Para Hector, ‘’o esforço do dispositivo clínico proposto pela psicanálise é fazer com que esse colapso, que obscurece o amor pela vida, penetre na esfera protegida da ação analítica". Isso não pode nem deve se dar apenas no contexto da clínica particular, mas deve estender-se também ao contexto institucional e educacional. Nestes espaços, há a possibilidade de uma intervenção num tempo ainda mais ‘’adequado’’, pois muitas vezes os indivíduos que recorrem à análise o fazem por já estar com a alma colapsada ou à beira do colapso. É importante oferecer alternativas que não se limitem apenas às receitas psiquiátricas que hoje colecionam os jovens.
Interessante notar que essa angústia, este vazio que aparece nas queixas e nas palavras destes adolescentes, também se estendem para os profissionais de saúde mental que, na contemporaneidade, respondem do lugar de um excesso de prescrições e medicamentos. Lacan nos convida a não recuar desta lógica psiquiátrica que, por vezes, parece se colocar como o fim em si de um tratamento.
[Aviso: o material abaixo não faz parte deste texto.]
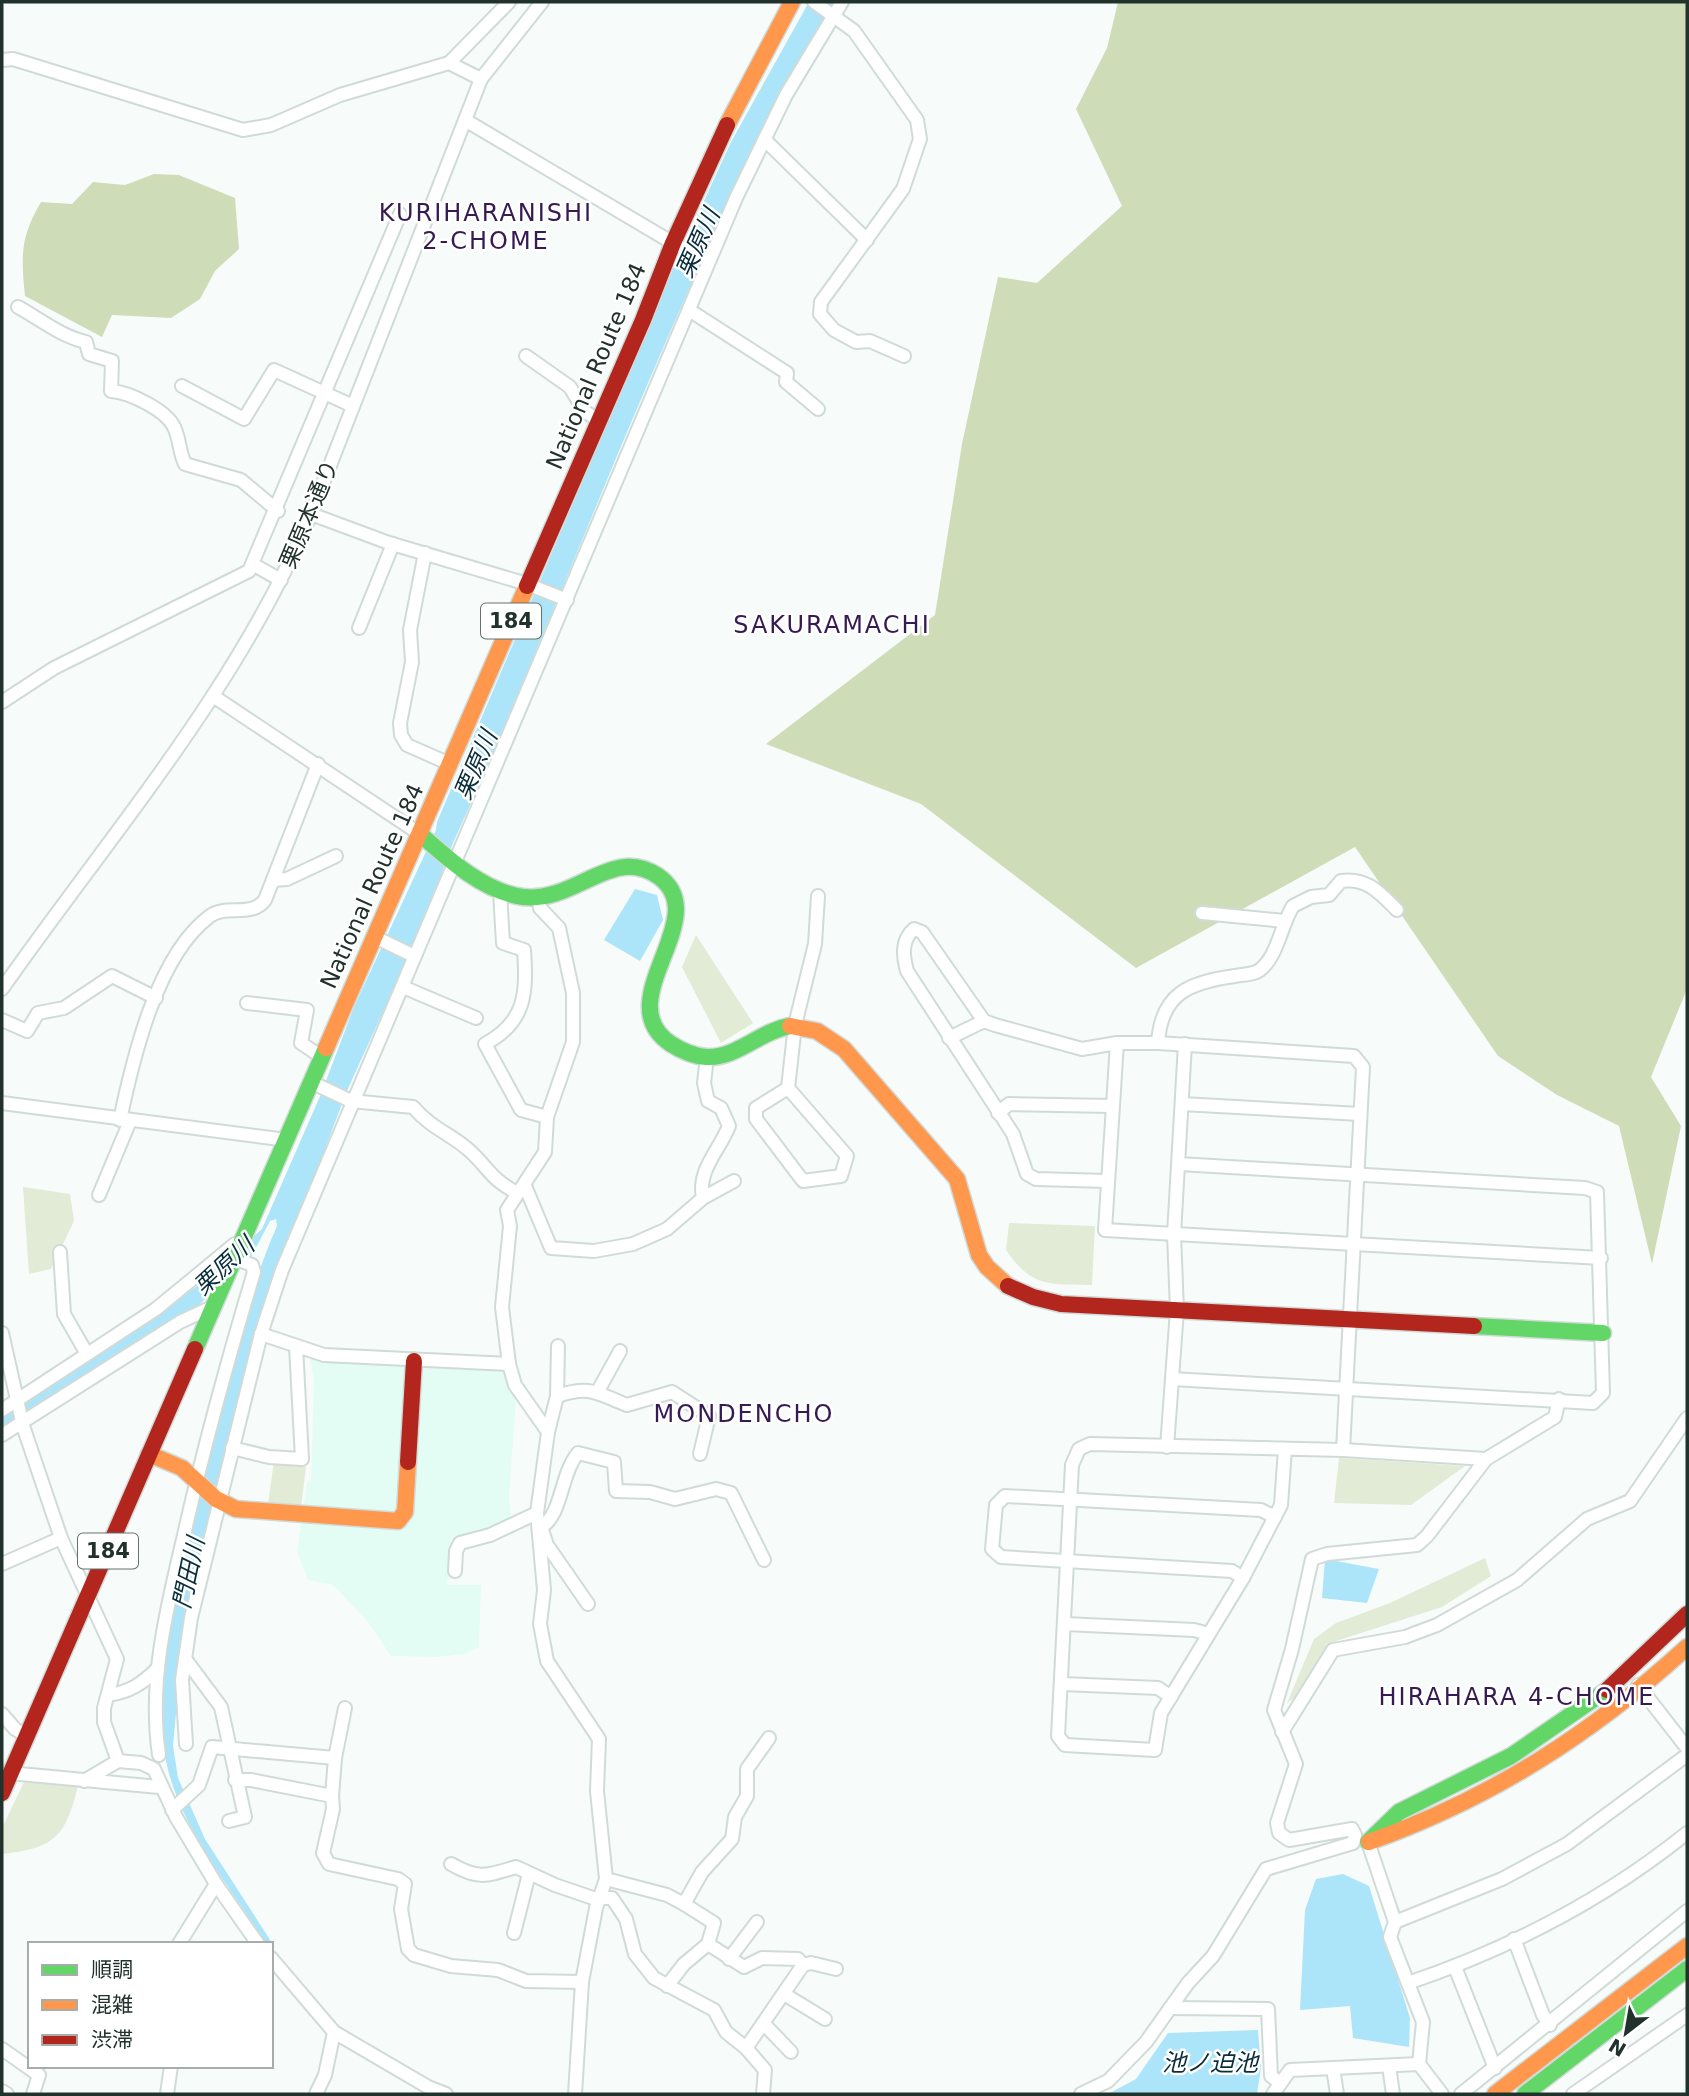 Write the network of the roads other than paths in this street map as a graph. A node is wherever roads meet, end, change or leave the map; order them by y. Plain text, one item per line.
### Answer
1 (509, 2) edge
2 (542, 2) edge
3 (792, 2) edge
4 (814, 2) edge
5 (842, 2) edge
6 (831, 13) junction
7 (2, 60) edge
8 (449, 63) junction
9 (481, 79) junction
10 (465, 120) junction
11 (765, 140) junction
12 (400, 214) dead end
13 (867, 240) junction
14 (678, 246) junction
15 (707, 260) junction
16 (18, 307) dead end
17 (689, 310) junction
18 (526, 355) dead end
19 (904, 356) dead end
20 (182, 386) dead end
21 (324, 394) junction
22 (354, 406) junction
23 (818, 409) dead end
24 (598, 420) junction
25 (278, 511) junction
26 (311, 514) junction
27 (393, 544) junction
28 (425, 554) junction
29 (254, 565) junction
30 (281, 580) junction
31 (531, 586) junction
32 (563, 599) junction
33 (359, 628) dead end
34 (214, 696) junction
35 (2, 702) edge
36 (318, 764) junction
37 (450, 764) junction
38 (424, 838) junction
39 (336, 856) dead end
40 (451, 857) junction
41 (273, 880) junction
42 (500, 892) junction
43 (538, 897) junction
44 (818, 897) dead end
45 (1396, 910) dead end
46 (1202, 913) dead end
47 (1284, 920) junction
48 (378, 938) junction
49 (411, 954) junction
50 (403, 987) junction
51 (2, 989) edge
52 (156, 998) junction
53 (247, 1003) dead end
54 (476, 1018) dead end
55 (2, 1020) edge
56 (984, 1021) junction
57 (795, 1025) junction
58 (949, 1038) junction
59 (1117, 1043) junction
60 (1158, 1043) junction
61 (1185, 1044) junction
62 (707, 1057) junction
63 (323, 1058) junction
64 (317, 1085) junction
65 (788, 1088) junction
66 (348, 1100) junction
67 (2, 1103) edge
68 (1182, 1104) junction
69 (1112, 1106) junction
70 (998, 1112) junction
71 (1360, 1114) junction
72 (547, 1116) junction
73 (125, 1120) junction
74 (287, 1140) junction
75 (1178, 1164) junction
76 (1357, 1177) junction
77 (734, 1181) dead end
78 (1107, 1181) junction
79 (521, 1189) junction
80 (99, 1195) dead end
81 (703, 1198) junction
82 (1174, 1234) junction
83 (1353, 1244) junction
84 (240, 1251) junction
85 (60, 1252) dead end
86 (1601, 1258) junction
87 (212, 1307) junction
88 (1177, 1310) junction
89 (1349, 1320) junction
90 (1603, 1333) junction
91 (2, 1334) edge
92 (261, 1334) junction
93 (296, 1346) junction
94 (558, 1346) dead end
95 (620, 1351) dead end
96 (88, 1354) junction
97 (414, 1361) junction
98 (509, 1364) junction
99 (1172, 1379) junction
100 (1346, 1390) junction
101 (598, 1391) junction
102 (556, 1396) junction
103 (1559, 1399) junction
104 (17, 1402) junction
105 (2, 1409) edge
106 (1687, 1418) edge
107 (22, 1420) junction
108 (548, 1432) junction
109 (2, 1435) edge
110 (1167, 1447) junction
111 (232, 1448) junction
112 (1285, 1449) junction
113 (1343, 1450) junction
114 (149, 1454) junction
115 (700, 1454) dead end
116 (1486, 1460) junction
117 (199, 1483) junction
118 (1071, 1499) junction
119 (217, 1500) junction
120 (1275, 1517) junction
121 (538, 1521) junction
122 (61, 1538) junction
123 (764, 1560) dead end
124 (1068, 1561) junction
125 (2, 1564) edge
126 (455, 1571) dead end
127 (1242, 1578) junction
128 (88, 1598) junction
129 (587, 1604) dead end
130 (1687, 1614) edge
131 (1065, 1624) junction
132 (1209, 1634) junction
133 (1687, 1647) edge
134 (186, 1660) junction
135 (158, 1668) junction
136 (1626, 1675) junction
137 (1062, 1684) junction
138 (1642, 1689) junction
139 (108, 1695) junction
140 (1171, 1697) junction
141 (345, 1708) dead end
142 (2, 1714) edge
143 (1282, 1732) junction
144 (28, 1737) junction
145 (769, 1738) dead end
146 (186, 1744) dead end
147 (229, 1748) junction
148 (1687, 1748) edge
149 (159, 1755) dead end
150 (1687, 1755) edge
151 (335, 1758) junction
152 (118, 1761) junction
153 (7, 1773) edge
154 (235, 1780) junction
155 (83, 1781) junction
156 (159, 1787) junction
157 (2, 1793) edge
158 (332, 1796) junction
159 (1406, 1805) junction
160 (175, 1808) junction
161 (229, 1821) dead end
162 (1418, 1826) junction
163 (1687, 1833) edge
164 (1368, 1842) junction
165 (451, 1864) dead end
166 (529, 1874) junction
167 (606, 1879) junction
168 (216, 1884) junction
169 (601, 1896) junction
170 (684, 1903) junction
171 (1687, 1911) edge
172 (757, 1922) dead end
173 (1395, 1922) junction
174 (1687, 1930) edge
175 (514, 1933) dead end
176 (1514, 1939) junction
177 (180, 1942) edge
178 (257, 1942) edge
179 (708, 1944) junction
180 (1687, 1946) edge
181 (729, 1959) junction
182 (274, 1961) edge
183 (803, 1965) junction
184 (1455, 1967) junction
185 (836, 1969) dead end
186 (1687, 1971) edge
187 (582, 1982) junction
188 (1408, 1983) junction
189 (667, 1986) junction
190 (784, 1994) junction
191 (1170, 2008) junction
192 (1687, 2015) edge
193 (825, 2020) dead end
194 (763, 2024) junction
195 (1550, 2025) junction
196 (334, 2032) junction
197 (747, 2048) junction
198 (2, 2049) edge
199 (791, 2052) dead end
200 (1419, 2064) junction
201 (1389, 2066) junction
202 (1533, 2066) junction
203 (28, 2067) edge
204 (29, 2068) edge
205 (172, 2068) edge
206 (1333, 2068) junction
207 (1495, 2068) junction
208 (1276, 2089) edge
209 (2, 2091) edge
210 (430, 2091) edge
211 (7, 2094) edge
212 (33, 2094) edge
213 (167, 2094) edge
214 (316, 2094) edge
215 (446, 2094) edge
216 (575, 2094) edge
217 (763, 2094) edge
218 (1081, 2094) edge
219 (1337, 2094) edge
220 (1393, 2094) edge
221 (1442, 2094) edge
222 (1461, 2094) edge
223 (1495, 2094) edge
224 (1525, 2094) edge
225 (1573, 2094) edge

1 - 8 street
2 - 9 street, 栗原本通り
3 - 14 main road, National Route 184 / 184
4 - 6 street
5 - 6 street
6 - 11 street
6 - 13 street
7 - 8 street
8 - 9 street
9 - 10 street, 栗原本通り
10 - 14 street
10 - 22 street, 栗原本通り
11 - 13 street
11 - 15 street
12 - 21 street
13 - 19 street
14 - 15 street
14 - 24 main road, National Route 184 / 184
15 - 17 street
16 - 25 street
17 - 23 street
17 - 32 street
18 - 24 street
20 - 21 street
21 - 22 street
21 - 25 street
22 - 26 street, 栗原本通り
24 - 31 main road, National Route 184 / 184
25 - 29 street
26 - 27 street
26 - 30 street, 栗原本通り
27 - 28 street
27 - 33 street
28 - 31 street
28 - 37 street
29 - 30 street
29 - 35 street
30 - 34 street, 栗原本通り
31 - 32 street
31 - 37 main road, National Route 184 / 184
32 - 40 street
34 - 36 street
34 - 51 street, 栗原本通り
36 - 38 street
36 - 41 street
37 - 38 main road, National Route 184 / 184
38 - 40 main road
38 - 48 main road, National Route 184 / 184
39 - 41 street
40 - 42 main road
40 - 49 street
41 - 52 street
42 - 43 main road
42 - 72 street
43 - 62 main road
43 - 72 street
44 - 57 street
45 - 47 street
46 - 47 street
47 - 60 street
48 - 49 street
48 - 63 main road, National Route 184 / 184
49 - 50 street
50 - 54 street
50 - 66 street
52 - 55 street
52 - 73 street
53 - 63 street
56 - 58 street
56 - 58 street
56 - 59 street
57 - 62 main road
57 - 65 street
57 - 88 main road
58 - 70 street
59 - 60 street
59 - 69 street
60 - 61 street
61 - 68 street
61 - 71 street
62 - 81 street
63 - 64 main road, National Route 184 / 184
64 - 66 street
64 - 74 main road, National Route 184 / 184
65 - 65 street
66 - 79 street
66 - 92 street
67 - 73 street
68 - 71 street
68 - 75 street
69 - 70 street
69 - 78 street
70 - 78 street
71 - 76 street
72 - 79 street
73 - 74 street
73 - 80 street
74 - 84 main road, National Route 184 / 184
75 - 76 street
75 - 82 street
76 - 83 street
76 - 86 street
77 - 81 street
78 - 82 street
79 - 81 street
79 - 98 street
82 - 83 street
82 - 88 street
83 - 86 street
83 - 89 street
84 - 87 main road, National Route 184 / 184
84 - 96 street
84 - 117 street
85 - 96 street
86 - 90 street
87 - 107 street
87 - 114 main road, National Route 184 / 184
88 - 89 main road
88 - 99 street
89 - 90 main road
89 - 100 street
90 - 103 street
91 - 104 street
92 - 93 street
92 - 111 street
93 - 97 street
93 - 111 street
94 - 102 street
95 - 101 street
96 - 104 street
97 - 98 street
97 - 119 main road
98 - 108 street
99 - 100 street
99 - 110 street
100 - 103 street
100 - 113 street
101 - 102 street
101 - 115 street
102 - 108 street
103 - 116 street
104 - 105 street
104 - 107 street
106 - 143 street
107 - 109 street
107 - 122 street
108 - 121 street
110 - 112 street
110 - 118 street
111 - 119 street
112 - 113 street
112 - 120 street
113 - 116 street
114 - 117 main road
114 - 128 main road, National Route 184 / 184
116 - 143 street
117 - 119 main road
117 - 135 street
118 - 120 street
118 - 124 street
118 - 124 street
119 - 134 street
120 - 127 street
121 - 123 street
121 - 126 street
121 - 129 street
121 - 167 street
122 - 125 street
122 - 128 street
124 - 127 street
124 - 131 street
127 - 132 street
128 - 139 street
128 - 144 main road, National Route 184 / 184
130 - 136 main road
131 - 132 street
131 - 137 street
132 - 140 street
133 - 138 main road
134 - 146 street
134 - 147 street
135 - 139 street
135 - 149 street
136 - 138 street
136 - 159 main road
137 - 140 street
137 - 140 street
138 - 148 street
138 - 162 main road
139 - 152 street
141 - 151 street
142 - 144 street
143 - 191 street
144 - 153 main road, National Route 184 / 184
145 - 170 street
147 - 151 street
147 - 154 street
147 - 160 street
150 - 173 street
151 - 158 street
152 - 155 street
152 - 156 street
153 - 155 street
153 - 157 main road, National Route 184 / 184
154 - 158 street
154 - 161 street
155 - 156 street
156 - 160 street
158 - 187 street
159 - 162 main road
159 - 164 main road
160 - 168 street
162 - 164 main road
163 - 176 street
164 - 173 street
165 - 166 street
166 - 169 street
166 - 175 street
167 - 169 street
167 - 170 street
168 - 177 street
168 - 178 street
169 - 187 street
169 - 189 street
170 - 179 street
171 - 195 street
172 - 181 street
173 - 188 street
174 - 202 main road
176 - 184 street
176 - 195 street
179 - 181 street
179 - 189 street
180 - 202 main road
181 - 183 street
182 - 196 street
183 - 185 street
183 - 190 street
184 - 188 street
184 - 207 street
186 - 224 main road
187 - 216 street
188 - 200 street
189 - 197 street
190 - 193 street
190 - 194 street
191 - 208 street
191 - 218 street
192 - 225 street
194 - 197 street
194 - 199 street
195 - 207 street
196 - 210 street
196 - 214 street
197 - 217 street
198 - 203 street
200 - 201 street
200 - 221 street
201 - 206 street
201 - 220 street
202 - 223 main road
204 - 212 street
205 - 213 street
206 - 208 street
206 - 219 street
207 - 222 street
209 - 211 street
210 - 215 street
O analista oferece a sua escuta, fazendo o possível para transformar esse Outro que figura como inexistente em sujeito suposto saber. Ou seja, no campo do Outro que aparece como vazio, o analista pode, na transferência, oferecer um ponto de ancoragem ao sujeito suicida na medida em que algo de um saber e de um desejo circule nesta relação. Nem sempre este movimento acontece. Pode fracassar, mas em muitos casos é possível permitir que ‘’o Outro [...] alcance o status de uma isca que o analista permite que se constitua para um sujeito e, em seguida, se dissipe, revelando a falha do sujeito suposto saber. Na ausência do Outro que não existe, onde seu significado estava inscrito, surge o sujeito suposto saber como um efeito de significação gerado pelo dispositivo analítico.’’
Sendo assim, as ferramentas das quais dispomos para oferecer uma via que extrapole a alternativa quase unívoca da via medicamentosa seriam: o desejo do analista, a palavra, a escuta e a produção do sujeito suposto saber que, lembra o autor, só existe como efeito de significação, resultado do laço social analítico. A passagem ao ato ocorre quando a jovem fica exausta da tristeza e da solidão, incapaz de recuperar o amor perdido. Aos poucos este movimento de escrita se torna um diálogo com o nada, sem resposta. Toda decepção amorosa é caracterizada por um certo confronto subjetivo que exige recursos simbólicos do sujeito, e que cada um responde com aquilo do que dispõe. Em um momento como este, o sujeito se depara com a condição de ser objeto para o outro e corre o risco de deixar-se cair.